Top of DATA RECORDS

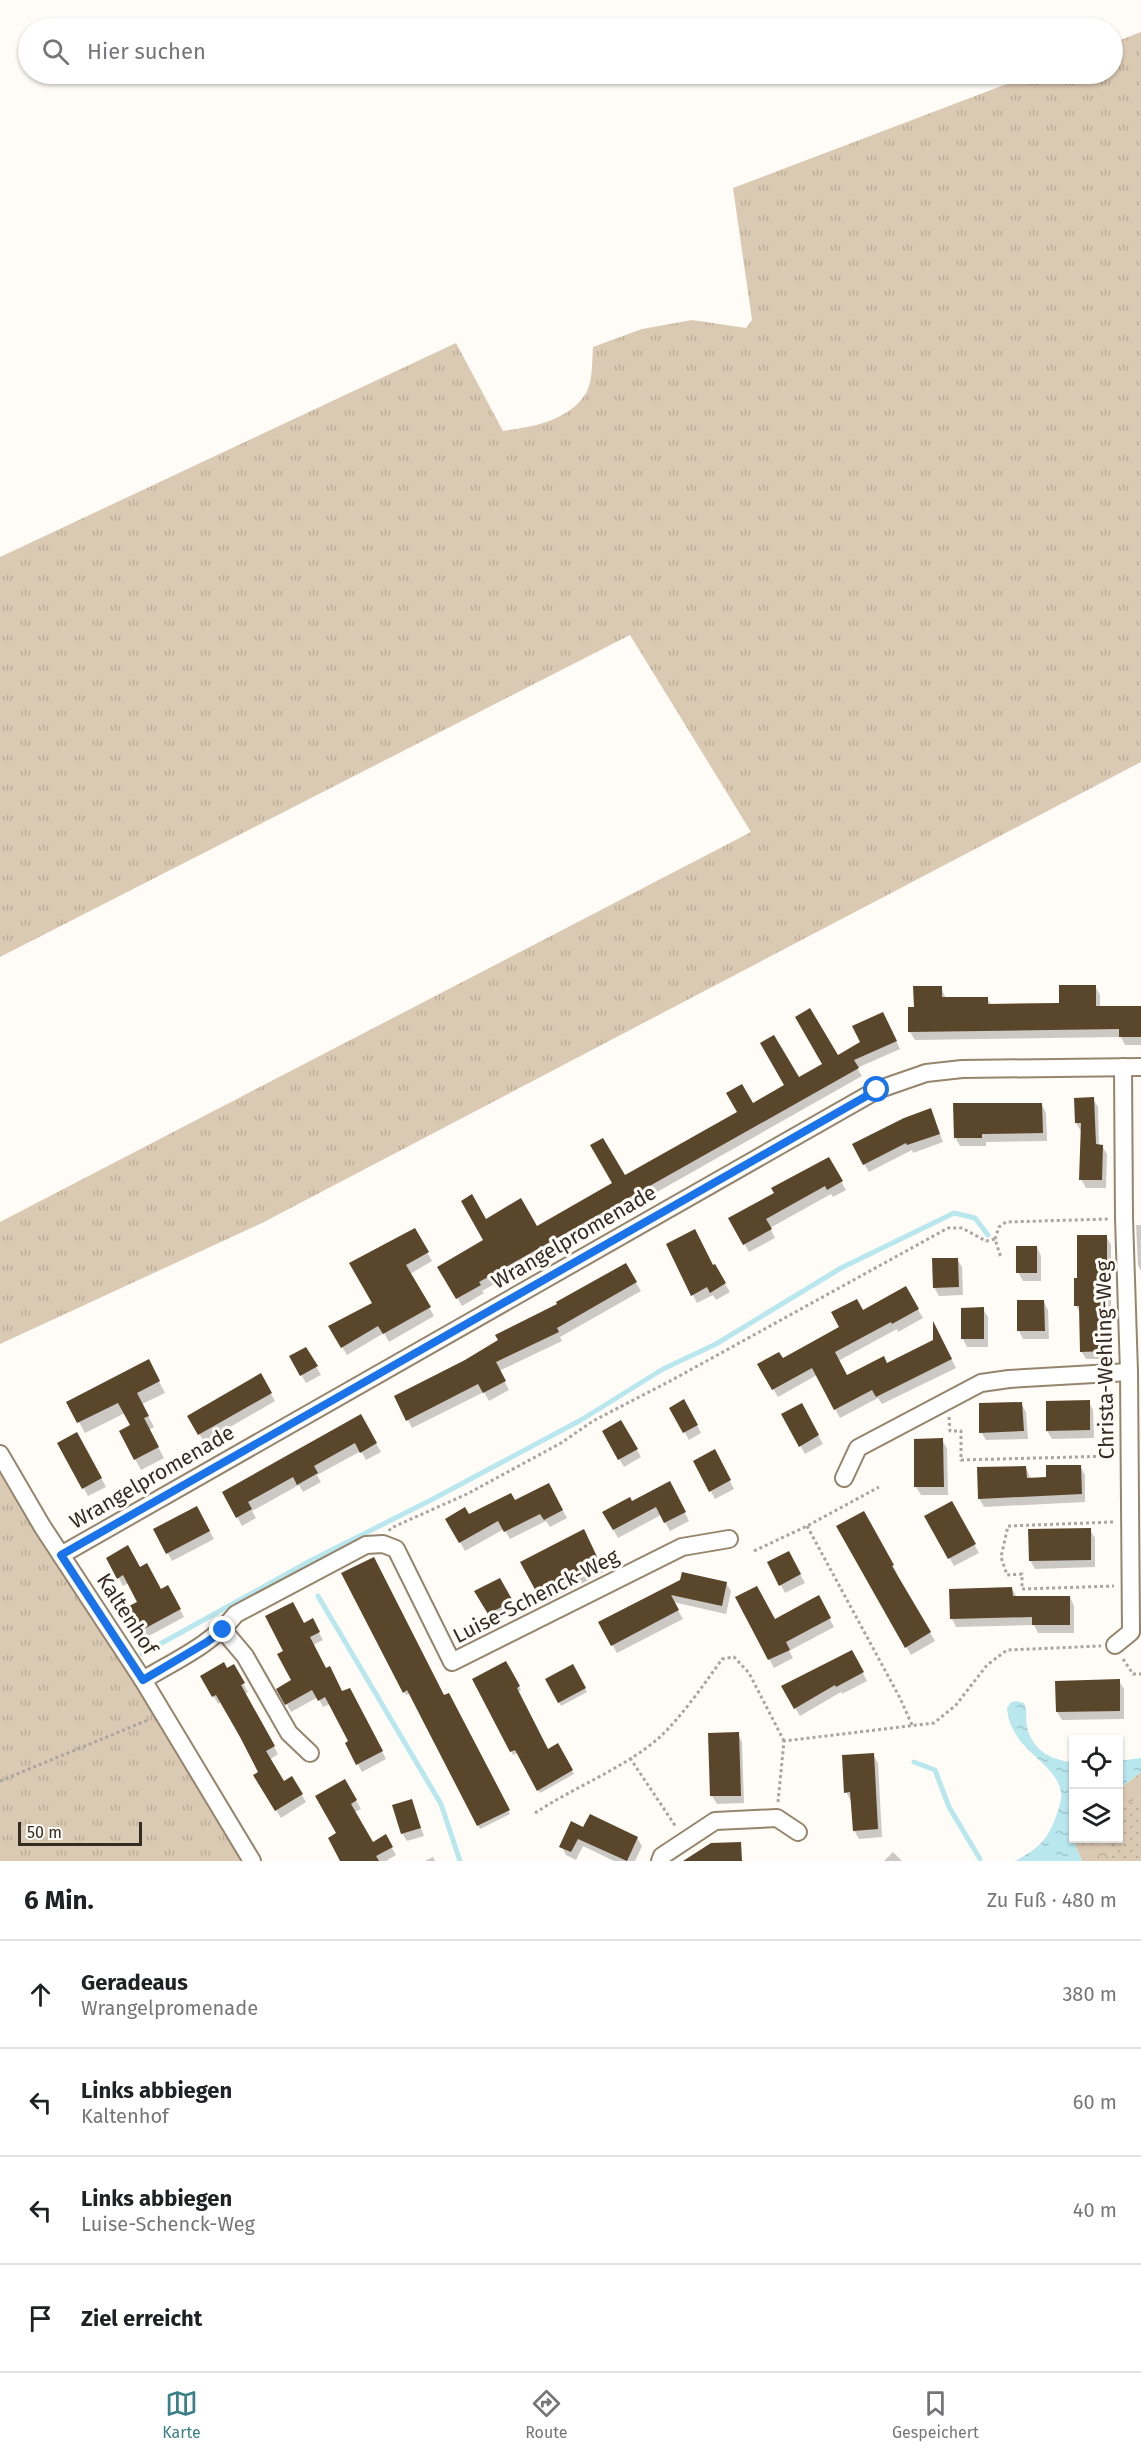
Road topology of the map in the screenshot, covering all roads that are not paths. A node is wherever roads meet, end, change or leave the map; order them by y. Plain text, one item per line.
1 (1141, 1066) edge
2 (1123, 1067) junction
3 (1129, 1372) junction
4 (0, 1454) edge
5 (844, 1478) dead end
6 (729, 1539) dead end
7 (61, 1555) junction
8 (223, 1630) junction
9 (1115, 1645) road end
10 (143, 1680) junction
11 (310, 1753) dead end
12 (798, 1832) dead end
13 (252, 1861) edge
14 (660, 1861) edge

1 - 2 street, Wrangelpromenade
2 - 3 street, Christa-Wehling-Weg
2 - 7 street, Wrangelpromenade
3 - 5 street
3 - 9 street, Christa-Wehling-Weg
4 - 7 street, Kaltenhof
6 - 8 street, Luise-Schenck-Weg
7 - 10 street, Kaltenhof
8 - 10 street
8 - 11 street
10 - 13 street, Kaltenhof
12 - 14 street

Bottom of DATA RECORDS

» **EXERCISE REQUIREMENTS**:
A faithful, word-for-word version of the records above is needed, with no images in it.

» **EXERCISE RESPONSE**:
Road topology of the map in the screenshot, covering all roads that are not paths. A node is wherever roads meet, end, change or leave the map; order them by y. Plain text, one item per line.
1 (1141, 1066) edge
2 (1123, 1067) junction
3 (1129, 1372) junction
4 (0, 1454) edge
5 (844, 1478) dead end
6 (729, 1539) dead end
7 (61, 1555) junction
8 (223, 1630) junction
9 (1115, 1645) road end
10 (143, 1680) junction
11 (310, 1753) dead end
12 (798, 1832) dead end
13 (252, 1861) edge
14 (660, 1861) edge

1 - 2 street, Wrangelpromenade
2 - 3 street, Christa-Wehling-Weg
2 - 7 street, Wrangelpromenade
3 - 5 street
3 - 9 street, Christa-Wehling-Weg
4 - 7 street, Kaltenhof
6 - 8 street, Luise-Schenck-Weg
7 - 10 street, Kaltenhof
8 - 10 street
8 - 11 street
10 - 13 street, Kaltenhof
12 - 14 street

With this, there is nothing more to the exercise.